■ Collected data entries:
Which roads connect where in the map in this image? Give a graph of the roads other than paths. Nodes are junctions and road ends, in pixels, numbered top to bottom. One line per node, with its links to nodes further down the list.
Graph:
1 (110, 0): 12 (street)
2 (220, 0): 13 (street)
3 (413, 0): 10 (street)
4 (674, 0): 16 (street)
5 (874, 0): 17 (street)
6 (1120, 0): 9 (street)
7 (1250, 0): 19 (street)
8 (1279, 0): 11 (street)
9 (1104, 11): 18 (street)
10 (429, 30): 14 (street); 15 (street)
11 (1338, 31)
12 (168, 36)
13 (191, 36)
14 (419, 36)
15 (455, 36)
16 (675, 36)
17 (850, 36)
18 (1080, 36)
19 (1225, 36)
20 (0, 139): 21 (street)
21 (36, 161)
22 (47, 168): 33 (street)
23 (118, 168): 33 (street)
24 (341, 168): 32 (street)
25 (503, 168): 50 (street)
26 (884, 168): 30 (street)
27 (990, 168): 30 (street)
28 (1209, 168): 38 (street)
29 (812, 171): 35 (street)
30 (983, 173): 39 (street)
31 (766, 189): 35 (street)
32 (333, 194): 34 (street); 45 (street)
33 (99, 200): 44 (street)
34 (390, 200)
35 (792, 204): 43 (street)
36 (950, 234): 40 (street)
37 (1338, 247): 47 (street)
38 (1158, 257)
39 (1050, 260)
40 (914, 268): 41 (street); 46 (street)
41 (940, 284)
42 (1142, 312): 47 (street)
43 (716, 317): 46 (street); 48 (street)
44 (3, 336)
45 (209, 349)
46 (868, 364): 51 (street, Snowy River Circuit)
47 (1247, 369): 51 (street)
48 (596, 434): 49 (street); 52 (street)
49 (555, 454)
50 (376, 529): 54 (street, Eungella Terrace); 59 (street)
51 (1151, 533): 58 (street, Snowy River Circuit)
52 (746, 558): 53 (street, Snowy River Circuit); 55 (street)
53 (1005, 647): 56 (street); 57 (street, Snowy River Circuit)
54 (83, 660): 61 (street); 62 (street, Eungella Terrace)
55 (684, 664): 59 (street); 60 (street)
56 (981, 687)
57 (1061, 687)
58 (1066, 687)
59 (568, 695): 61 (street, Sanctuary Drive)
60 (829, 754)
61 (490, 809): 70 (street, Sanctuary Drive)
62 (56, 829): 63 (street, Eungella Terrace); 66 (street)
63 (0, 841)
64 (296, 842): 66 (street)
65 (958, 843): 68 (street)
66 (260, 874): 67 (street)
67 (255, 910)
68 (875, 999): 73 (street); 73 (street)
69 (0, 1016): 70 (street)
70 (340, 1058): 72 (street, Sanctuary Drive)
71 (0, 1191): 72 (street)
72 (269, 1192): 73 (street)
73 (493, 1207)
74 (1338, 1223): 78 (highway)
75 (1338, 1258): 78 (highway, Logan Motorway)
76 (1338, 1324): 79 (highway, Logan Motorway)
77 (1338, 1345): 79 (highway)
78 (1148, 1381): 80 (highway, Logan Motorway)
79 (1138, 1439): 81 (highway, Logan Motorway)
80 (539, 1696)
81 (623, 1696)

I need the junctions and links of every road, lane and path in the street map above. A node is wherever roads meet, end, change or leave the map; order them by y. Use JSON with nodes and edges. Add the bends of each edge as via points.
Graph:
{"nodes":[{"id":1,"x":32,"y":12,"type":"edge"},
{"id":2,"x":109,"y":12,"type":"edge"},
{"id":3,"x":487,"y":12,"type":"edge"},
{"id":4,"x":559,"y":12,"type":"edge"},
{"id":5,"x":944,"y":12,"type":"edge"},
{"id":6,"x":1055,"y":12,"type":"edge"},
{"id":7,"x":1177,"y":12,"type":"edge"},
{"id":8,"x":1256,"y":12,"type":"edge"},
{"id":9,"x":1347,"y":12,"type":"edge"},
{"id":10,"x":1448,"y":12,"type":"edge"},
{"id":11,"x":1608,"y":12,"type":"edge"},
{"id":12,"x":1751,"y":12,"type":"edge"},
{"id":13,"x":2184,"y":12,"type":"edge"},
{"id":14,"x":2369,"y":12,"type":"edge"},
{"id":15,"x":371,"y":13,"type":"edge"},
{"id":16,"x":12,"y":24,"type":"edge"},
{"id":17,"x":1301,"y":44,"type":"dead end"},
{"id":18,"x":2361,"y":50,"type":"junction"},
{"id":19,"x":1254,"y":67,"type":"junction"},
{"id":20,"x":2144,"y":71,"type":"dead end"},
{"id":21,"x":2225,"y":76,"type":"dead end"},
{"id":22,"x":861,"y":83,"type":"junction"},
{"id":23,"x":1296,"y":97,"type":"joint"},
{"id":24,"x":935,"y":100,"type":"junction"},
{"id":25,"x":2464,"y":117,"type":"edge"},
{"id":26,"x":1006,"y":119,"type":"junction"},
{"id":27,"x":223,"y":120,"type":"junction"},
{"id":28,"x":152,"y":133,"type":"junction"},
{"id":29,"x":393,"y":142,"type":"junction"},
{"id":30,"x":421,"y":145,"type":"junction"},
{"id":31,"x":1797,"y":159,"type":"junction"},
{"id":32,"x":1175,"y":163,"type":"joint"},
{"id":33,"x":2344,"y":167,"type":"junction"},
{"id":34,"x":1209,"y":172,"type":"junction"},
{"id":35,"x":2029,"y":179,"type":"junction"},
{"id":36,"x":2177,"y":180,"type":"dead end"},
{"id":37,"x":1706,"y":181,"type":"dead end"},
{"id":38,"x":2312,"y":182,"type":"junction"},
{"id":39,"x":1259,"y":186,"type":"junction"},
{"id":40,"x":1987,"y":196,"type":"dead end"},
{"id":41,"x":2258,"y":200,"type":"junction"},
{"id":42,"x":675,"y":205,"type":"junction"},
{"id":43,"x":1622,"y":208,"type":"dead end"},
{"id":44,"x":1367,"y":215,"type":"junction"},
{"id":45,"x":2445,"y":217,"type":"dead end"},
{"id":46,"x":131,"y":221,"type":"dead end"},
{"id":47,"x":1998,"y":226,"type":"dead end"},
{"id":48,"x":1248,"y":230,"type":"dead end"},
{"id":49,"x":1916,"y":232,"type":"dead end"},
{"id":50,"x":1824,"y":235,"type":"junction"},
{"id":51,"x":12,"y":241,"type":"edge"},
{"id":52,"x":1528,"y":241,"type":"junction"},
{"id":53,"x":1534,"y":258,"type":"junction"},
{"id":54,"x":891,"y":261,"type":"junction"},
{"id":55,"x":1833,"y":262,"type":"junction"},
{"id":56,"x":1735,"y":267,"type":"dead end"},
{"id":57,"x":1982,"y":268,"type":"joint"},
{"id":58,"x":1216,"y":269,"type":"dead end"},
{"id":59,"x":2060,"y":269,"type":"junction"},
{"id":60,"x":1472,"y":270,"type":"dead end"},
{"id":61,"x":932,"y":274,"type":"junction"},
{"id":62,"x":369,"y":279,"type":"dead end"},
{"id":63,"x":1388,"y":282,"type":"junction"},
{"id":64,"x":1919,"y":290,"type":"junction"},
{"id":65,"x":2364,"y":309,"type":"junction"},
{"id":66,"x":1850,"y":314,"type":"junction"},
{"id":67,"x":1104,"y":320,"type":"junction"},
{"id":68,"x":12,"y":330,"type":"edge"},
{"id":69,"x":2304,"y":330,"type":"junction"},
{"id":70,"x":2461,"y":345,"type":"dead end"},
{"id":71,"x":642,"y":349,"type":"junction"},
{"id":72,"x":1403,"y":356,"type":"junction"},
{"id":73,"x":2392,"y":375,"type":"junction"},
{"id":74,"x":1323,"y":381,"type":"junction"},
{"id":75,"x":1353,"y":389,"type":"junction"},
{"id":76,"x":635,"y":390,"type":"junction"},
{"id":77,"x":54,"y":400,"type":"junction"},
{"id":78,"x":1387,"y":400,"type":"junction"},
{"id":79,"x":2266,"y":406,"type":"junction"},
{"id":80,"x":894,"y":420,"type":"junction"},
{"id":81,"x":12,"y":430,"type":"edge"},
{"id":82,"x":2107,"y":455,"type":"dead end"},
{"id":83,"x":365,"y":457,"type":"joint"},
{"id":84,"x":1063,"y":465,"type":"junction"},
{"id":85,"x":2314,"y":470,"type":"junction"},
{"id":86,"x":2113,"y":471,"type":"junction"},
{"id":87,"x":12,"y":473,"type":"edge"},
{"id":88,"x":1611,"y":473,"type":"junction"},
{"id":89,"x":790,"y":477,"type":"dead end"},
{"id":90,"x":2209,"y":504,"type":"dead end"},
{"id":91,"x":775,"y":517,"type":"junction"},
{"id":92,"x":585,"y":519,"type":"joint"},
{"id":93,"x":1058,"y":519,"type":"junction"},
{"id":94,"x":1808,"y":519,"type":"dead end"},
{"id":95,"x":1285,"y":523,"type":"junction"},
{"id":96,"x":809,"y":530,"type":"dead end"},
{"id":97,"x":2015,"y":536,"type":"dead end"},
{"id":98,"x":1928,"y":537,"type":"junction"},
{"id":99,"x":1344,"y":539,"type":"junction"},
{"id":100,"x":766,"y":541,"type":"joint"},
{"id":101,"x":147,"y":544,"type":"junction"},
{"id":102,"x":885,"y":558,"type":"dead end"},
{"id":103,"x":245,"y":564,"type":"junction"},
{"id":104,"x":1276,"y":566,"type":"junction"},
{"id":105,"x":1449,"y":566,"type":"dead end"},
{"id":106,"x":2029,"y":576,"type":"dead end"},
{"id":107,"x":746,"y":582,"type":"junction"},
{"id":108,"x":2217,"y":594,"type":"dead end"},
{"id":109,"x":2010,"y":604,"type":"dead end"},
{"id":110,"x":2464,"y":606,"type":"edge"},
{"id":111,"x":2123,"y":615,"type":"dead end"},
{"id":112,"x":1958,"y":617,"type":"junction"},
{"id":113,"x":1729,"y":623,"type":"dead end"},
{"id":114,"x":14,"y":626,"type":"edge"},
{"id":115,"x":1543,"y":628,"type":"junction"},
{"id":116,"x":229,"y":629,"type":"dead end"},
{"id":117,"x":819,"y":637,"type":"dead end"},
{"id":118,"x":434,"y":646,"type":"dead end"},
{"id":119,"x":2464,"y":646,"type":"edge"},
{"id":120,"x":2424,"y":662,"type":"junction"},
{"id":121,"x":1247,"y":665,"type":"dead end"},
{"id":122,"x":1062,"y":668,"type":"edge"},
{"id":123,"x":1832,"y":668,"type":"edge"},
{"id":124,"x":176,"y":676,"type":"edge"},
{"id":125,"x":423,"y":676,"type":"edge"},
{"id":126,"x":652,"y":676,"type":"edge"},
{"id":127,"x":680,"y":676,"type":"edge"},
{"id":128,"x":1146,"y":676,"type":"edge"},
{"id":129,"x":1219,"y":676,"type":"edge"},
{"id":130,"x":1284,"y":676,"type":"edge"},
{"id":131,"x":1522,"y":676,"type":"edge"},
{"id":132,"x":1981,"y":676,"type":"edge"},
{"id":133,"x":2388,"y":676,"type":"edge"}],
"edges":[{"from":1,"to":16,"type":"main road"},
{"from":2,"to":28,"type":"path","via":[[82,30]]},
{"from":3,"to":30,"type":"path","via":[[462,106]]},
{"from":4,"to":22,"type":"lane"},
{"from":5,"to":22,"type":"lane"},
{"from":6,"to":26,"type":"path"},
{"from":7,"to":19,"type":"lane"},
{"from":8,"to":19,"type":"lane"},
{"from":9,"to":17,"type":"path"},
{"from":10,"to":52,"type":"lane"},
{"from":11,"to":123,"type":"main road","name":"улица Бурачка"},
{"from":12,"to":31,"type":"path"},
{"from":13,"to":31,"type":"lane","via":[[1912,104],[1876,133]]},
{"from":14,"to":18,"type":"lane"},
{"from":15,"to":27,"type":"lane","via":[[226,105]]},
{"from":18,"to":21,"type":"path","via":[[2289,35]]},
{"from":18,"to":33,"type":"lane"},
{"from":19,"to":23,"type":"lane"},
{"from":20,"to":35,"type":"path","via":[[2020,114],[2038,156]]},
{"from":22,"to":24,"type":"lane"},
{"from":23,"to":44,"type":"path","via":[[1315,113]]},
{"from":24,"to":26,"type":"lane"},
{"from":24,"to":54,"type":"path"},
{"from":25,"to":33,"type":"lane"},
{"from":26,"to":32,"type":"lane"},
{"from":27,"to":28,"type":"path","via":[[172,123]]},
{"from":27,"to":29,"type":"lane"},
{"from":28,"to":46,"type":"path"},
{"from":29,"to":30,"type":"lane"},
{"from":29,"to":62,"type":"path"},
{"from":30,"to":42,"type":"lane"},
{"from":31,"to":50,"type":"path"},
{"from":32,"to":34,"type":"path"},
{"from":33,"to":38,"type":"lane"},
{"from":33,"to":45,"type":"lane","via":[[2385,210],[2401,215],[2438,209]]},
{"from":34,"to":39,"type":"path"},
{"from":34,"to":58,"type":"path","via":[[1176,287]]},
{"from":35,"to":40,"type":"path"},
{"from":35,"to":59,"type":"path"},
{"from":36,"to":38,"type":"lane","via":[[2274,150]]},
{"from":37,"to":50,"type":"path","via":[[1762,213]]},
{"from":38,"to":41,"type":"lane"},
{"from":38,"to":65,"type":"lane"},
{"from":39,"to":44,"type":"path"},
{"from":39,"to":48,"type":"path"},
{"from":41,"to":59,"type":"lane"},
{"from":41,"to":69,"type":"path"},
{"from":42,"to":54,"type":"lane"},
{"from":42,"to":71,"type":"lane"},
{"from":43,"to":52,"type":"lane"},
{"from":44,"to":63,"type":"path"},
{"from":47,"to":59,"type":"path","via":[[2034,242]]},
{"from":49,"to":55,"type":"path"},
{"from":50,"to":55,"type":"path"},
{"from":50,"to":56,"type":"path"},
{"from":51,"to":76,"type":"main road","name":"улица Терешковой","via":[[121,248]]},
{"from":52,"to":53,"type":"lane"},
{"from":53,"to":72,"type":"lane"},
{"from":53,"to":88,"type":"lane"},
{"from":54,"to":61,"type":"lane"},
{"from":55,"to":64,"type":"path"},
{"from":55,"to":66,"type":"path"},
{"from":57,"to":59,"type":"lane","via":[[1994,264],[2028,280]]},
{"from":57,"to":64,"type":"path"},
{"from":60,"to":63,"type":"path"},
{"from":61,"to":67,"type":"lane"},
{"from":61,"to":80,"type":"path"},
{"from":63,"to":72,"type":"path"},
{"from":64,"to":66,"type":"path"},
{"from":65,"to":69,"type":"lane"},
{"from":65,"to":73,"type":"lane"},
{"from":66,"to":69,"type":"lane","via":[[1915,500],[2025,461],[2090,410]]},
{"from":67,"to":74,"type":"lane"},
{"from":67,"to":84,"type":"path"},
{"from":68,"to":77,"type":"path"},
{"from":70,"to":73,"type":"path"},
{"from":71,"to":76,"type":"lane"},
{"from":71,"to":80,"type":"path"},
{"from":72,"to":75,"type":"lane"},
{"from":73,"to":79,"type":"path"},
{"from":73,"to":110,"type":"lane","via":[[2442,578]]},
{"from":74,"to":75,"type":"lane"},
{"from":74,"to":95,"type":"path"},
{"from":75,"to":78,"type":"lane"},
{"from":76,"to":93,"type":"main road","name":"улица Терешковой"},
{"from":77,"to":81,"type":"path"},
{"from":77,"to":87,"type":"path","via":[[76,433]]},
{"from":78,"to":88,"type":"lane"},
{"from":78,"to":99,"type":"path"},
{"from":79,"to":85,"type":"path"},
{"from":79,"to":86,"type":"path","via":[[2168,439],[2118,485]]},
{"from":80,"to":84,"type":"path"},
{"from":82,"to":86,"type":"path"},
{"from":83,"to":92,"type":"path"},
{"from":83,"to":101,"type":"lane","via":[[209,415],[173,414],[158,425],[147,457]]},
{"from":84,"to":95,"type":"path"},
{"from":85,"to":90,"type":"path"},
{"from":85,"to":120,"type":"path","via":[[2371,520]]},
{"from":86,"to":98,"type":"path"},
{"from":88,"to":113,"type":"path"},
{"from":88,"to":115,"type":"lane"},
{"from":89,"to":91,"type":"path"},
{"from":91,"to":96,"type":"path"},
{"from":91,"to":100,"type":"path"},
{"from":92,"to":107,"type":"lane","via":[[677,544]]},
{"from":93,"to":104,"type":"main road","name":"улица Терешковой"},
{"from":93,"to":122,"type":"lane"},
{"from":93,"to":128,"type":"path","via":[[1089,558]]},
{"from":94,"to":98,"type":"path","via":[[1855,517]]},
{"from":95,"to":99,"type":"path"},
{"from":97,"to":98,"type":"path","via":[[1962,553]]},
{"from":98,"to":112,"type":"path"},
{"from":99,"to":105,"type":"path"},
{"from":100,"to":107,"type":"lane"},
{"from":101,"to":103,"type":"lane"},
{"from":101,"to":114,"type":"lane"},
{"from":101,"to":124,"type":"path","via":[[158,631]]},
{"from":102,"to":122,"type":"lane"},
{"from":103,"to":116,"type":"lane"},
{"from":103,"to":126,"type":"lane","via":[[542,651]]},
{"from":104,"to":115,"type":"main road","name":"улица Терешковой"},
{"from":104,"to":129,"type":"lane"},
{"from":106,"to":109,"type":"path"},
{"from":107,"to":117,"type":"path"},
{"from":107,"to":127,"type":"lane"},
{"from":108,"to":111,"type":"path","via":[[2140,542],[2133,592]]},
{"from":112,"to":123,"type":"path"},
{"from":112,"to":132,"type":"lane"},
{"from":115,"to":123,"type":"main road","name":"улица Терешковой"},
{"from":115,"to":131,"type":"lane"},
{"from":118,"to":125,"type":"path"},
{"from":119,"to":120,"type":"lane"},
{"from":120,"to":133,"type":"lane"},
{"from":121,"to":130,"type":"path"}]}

■ What is being asked: What is the number of lines in the entries above that hold the string "Терешковой"? Please state that number alone.

■ Answer: 5